Because of Rigell's strong name recognition and deep pockets, national GOP strategists are privately rooting for him. Publicly, he has the endorsement of Virginia's top Republican, Gov. Robert F. McDonnell. Although he has stayed neutral in the state's other competitive primaries, McDonnell is a friend of Rigell's and announced his support last month.

'Unfair playing field'

Shirley Darnauer, who works for a local insurance company and has been active in Republican politics for 35 years, said McDonnell's endorsement of Rigell left a bad taste in her mouth. She is backing Loyola in the primary.

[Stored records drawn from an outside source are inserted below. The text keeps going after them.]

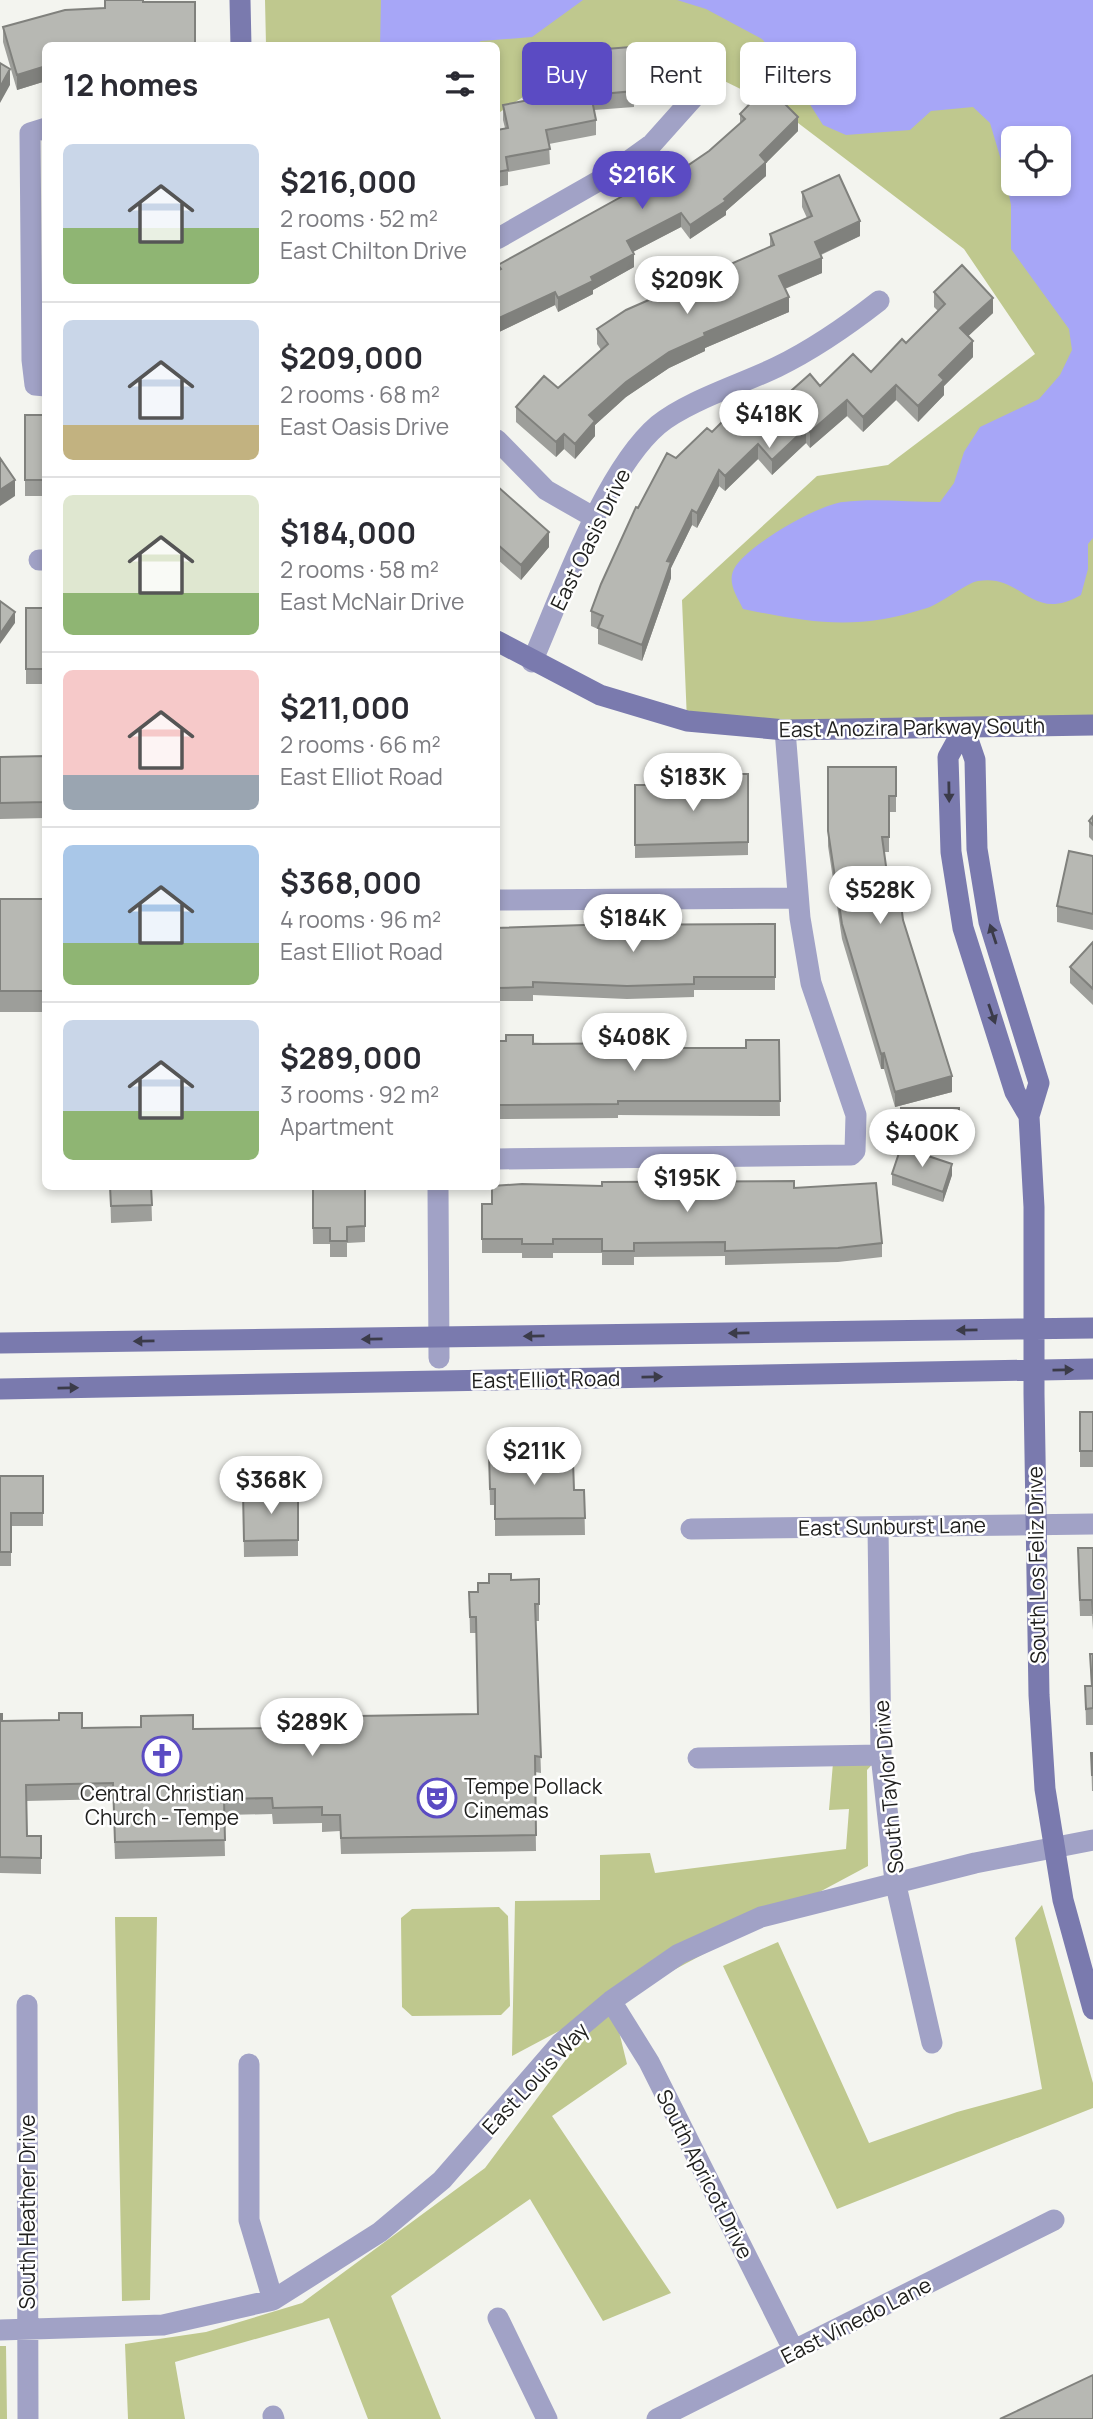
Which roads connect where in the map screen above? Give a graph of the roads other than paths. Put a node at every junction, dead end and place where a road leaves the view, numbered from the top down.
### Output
1 (240, 0) edge
2 (241, 42) edge
3 (687, 105) edge
4 (38, 130) edge
5 (500, 237) edge
6 (879, 301) dead end
7 (40, 385) edge
8 (500, 443) edge
9 (596, 518) junction
10 (500, 643) edge
11 (532, 663) junction
12 (1093, 725) edge
13 (964, 728) junction
14 (785, 730) junction
15 (797, 898) junction
16 (500, 900) edge
17 (500, 1159) edge
18 (438, 1190) edge
19 (1093, 1328) edge
20 (1035, 1329) junction
21 (0, 1343) edge
22 (440, 1348) junction
23 (1093, 1369) edge
24 (1034, 1370) junction
25 (0, 1389) edge
26 (1035, 1522) junction
27 (1093, 1524) edge
28 (878, 1527) junction
29 (691, 1529) dead end
30 (881, 1755) junction
31 (698, 1758) dead end
32 (1093, 1840) edge
33 (1054, 1847) junction
34 (895, 1881) junction
35 (611, 2001) junction
36 (27, 2005) dead end
37 (1093, 2009) edge
38 (932, 2043) dead end
39 (249, 2064) dead end
40 (1054, 2220) dead end
41 (273, 2300) junction
42 (498, 2318) dead end
43 (0, 2330) edge
44 (27, 2330) junction
45 (794, 2351) junction
46 (27, 2419) edge
47 (547, 2419) edge
48 (657, 2419) edge

1 - 2 main road
3 - 5 street
4 - 7 street
6 - 9 street, East Oasis Drive
8 - 9 street
9 - 11 street, East Oasis Drive
10 - 11 main road, East Anozira Parkway South
11 - 14 main road, East Anozira Parkway South
12 - 13 main road, East Anozira Parkway South
13 - 14 main road, East Anozira Parkway South
13 - 20 main road, South Los Feliz Drive
14 - 15 street
15 - 16 street
15 - 17 street
18 - 22 street
19 - 20 main road, East Elliot Road
20 -> 22 main road, East Elliot Road
20 - 24 main road, South Los Feliz Drive
22 -> 21 main road, East Elliot Road
24 -> 23 main road, East Elliot Road
25 -> 24 main road, East Elliot Road
24 - 26 main road, South Los Feliz Drive
26 - 27 street, East Sunburst Lane
26 - 28 street, East Sunburst Lane
26 - 33 main road, South Los Feliz Drive
28 - 29 street, East Sunburst Lane
28 - 30 street, South Taylor Drive
30 - 31 street
30 - 34 street, South Taylor Drive
32 - 33 street, East Louis Way
33 - 34 street, East Louis Way
33 - 37 main road, South Los Feliz Drive
34 - 35 street, East Louis Way
34 - 38 street, South Taylor Drive
35 - 41 street, East Louis Way
35 - 45 street, South Apricot Drive
36 - 44 street, South Heather Drive
39 - 41 street
40 - 45 street, East Vinedo Lane
41 - 44 street, East Louis Way
42 - 47 street
43 - 44 street, East Louis Way
44 - 46 street, South Heather Drive
45 - 48 street, East Vinedo Lane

"I don't like the way they've been endorsing from the top down," Darnauer said. "I thought [McDonnell's endorsement] made it an unfair playing field. I don't have anything against Scott Rigell, except that I feel the election has been bought."

Similar sentiment is bubbling in the 5th District.

"Despite Robert Hurt's attempt to claim that he is one of us, he continues to rely upon his Richmond, Washington, D.C., and out-of-state political and media consultants," read a missive this week from the campaign of property developer James McKelvey.

But in a field divided so many ways, Hurt's superior organization looks decisive. As with Rigell's poll, Hurt's last campaign survey showed him with a wide lead, while McKelvey and the rest of the pack carved up the anti-Hurt vote several ways.

Not all the voters in these contests are clamoring for a revolution. Wayne Coleman, owner of a Norfolk-based commercial freight company, said he was "in the middle" ideologically, and liked Rigell best because of his "degree of business experience."

"I consider this tea party that has been quoted in the paper as being extremists," Coleman said.

Against one candidate or five, Rigell is convinced that the tactic of tarring him as an "insider" simply won't work.

"I think it is really laughable to say that a person who wasn't even considering running . . . is an insider," Rigell said. "I think there's no basis for that, and I don't think it's getting any traction within the district. No one's treating me on the campaign trail . . . as an insider."